## EXERCISE
Pictures are to be dropped from the copy. Retype the listing exactly.

┄┄┄┄┄┄┄┄┄┄┄┄┄┄┄┄┄┄┄┄

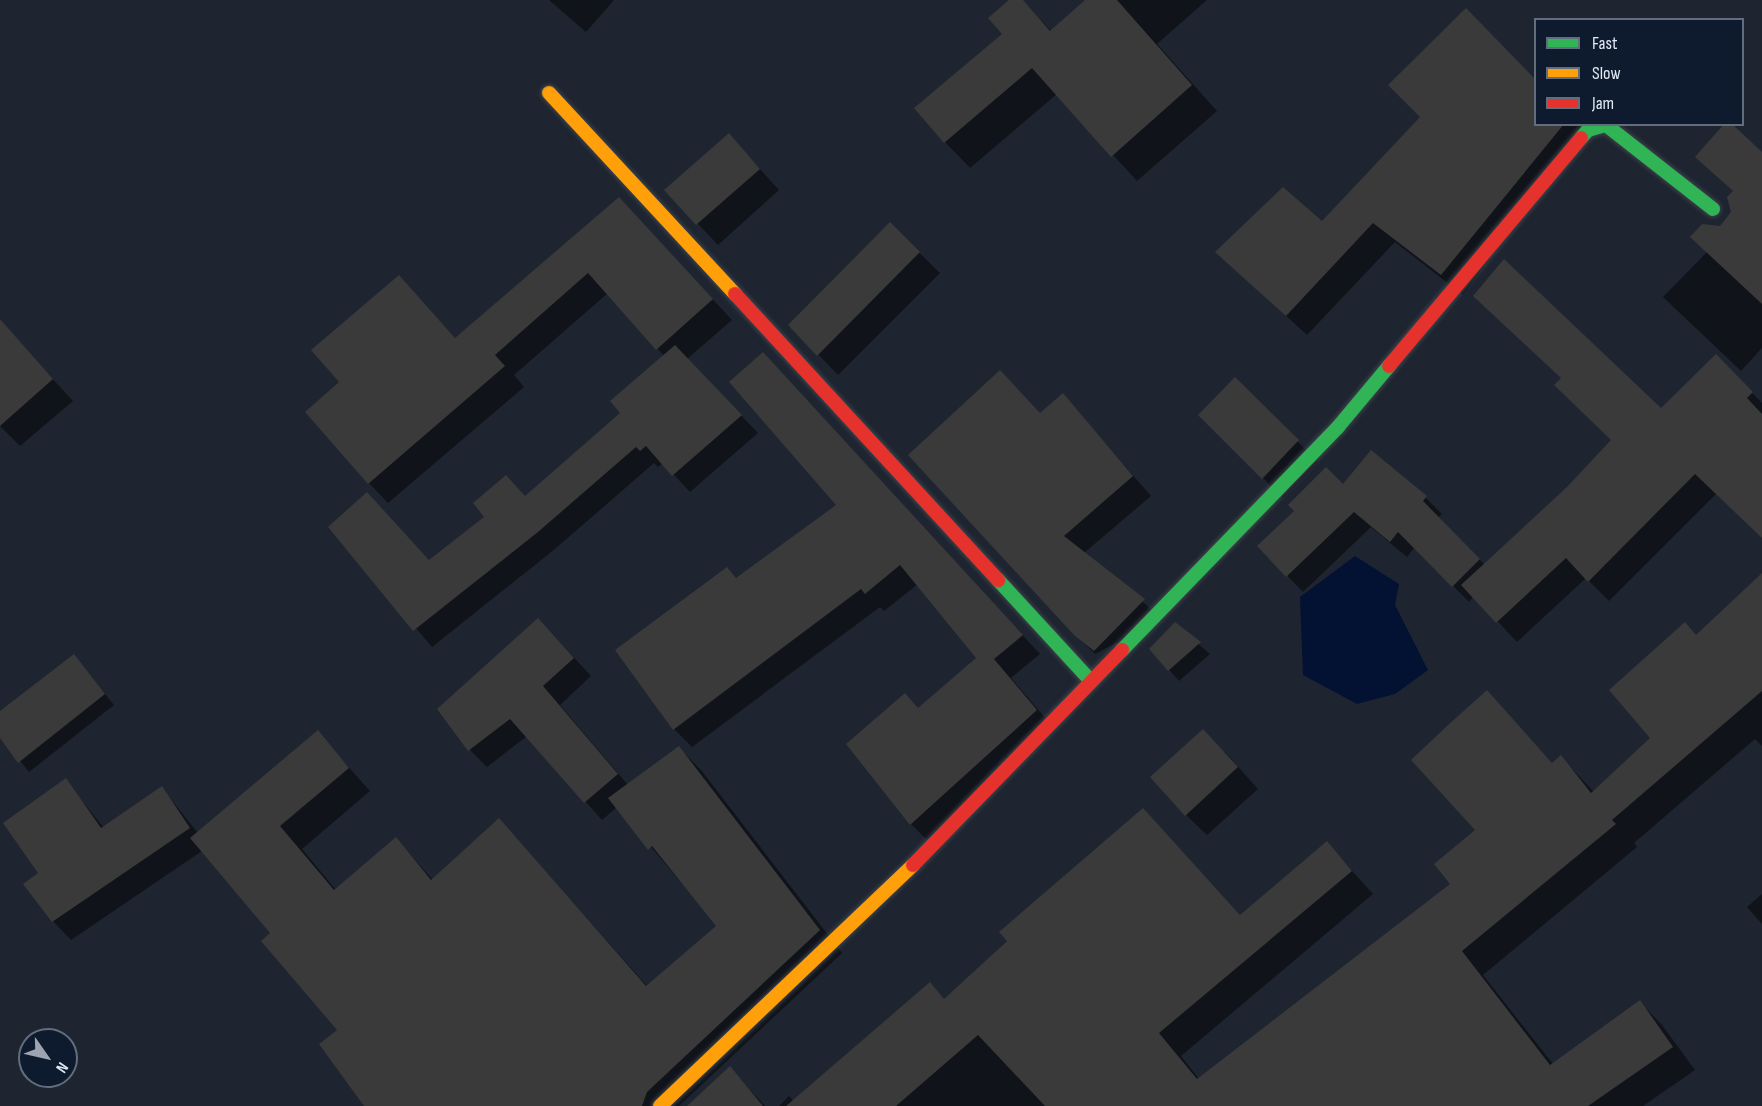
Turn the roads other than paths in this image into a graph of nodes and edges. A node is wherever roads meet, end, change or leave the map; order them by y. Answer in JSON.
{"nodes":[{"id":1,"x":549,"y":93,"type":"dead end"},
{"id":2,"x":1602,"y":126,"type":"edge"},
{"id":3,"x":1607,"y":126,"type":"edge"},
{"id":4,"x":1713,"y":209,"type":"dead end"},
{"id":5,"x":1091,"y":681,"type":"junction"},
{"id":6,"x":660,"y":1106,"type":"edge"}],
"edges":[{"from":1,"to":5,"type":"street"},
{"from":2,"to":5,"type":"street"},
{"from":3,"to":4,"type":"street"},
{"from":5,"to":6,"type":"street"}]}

┄┄┄┄┄┄┄┄┄┄┄┄┄┄┄┄┄┄┄┄

## RESULT OF THE TASK
Turn the roads other than paths in this image into a graph of nodes and edges. A node is wherever roads meet, end, change or leave the map; order them by y. Answer in JSON.
{"nodes":[{"id":1,"x":549,"y":93,"type":"dead end"},
{"id":2,"x":1602,"y":126,"type":"edge"},
{"id":3,"x":1607,"y":126,"type":"edge"},
{"id":4,"x":1713,"y":209,"type":"dead end"},
{"id":5,"x":1091,"y":681,"type":"junction"},
{"id":6,"x":660,"y":1106,"type":"edge"}],
"edges":[{"from":1,"to":5,"type":"street"},
{"from":2,"to":5,"type":"street"},
{"from":3,"to":4,"type":"street"},
{"from":5,"to":6,"type":"street"}]}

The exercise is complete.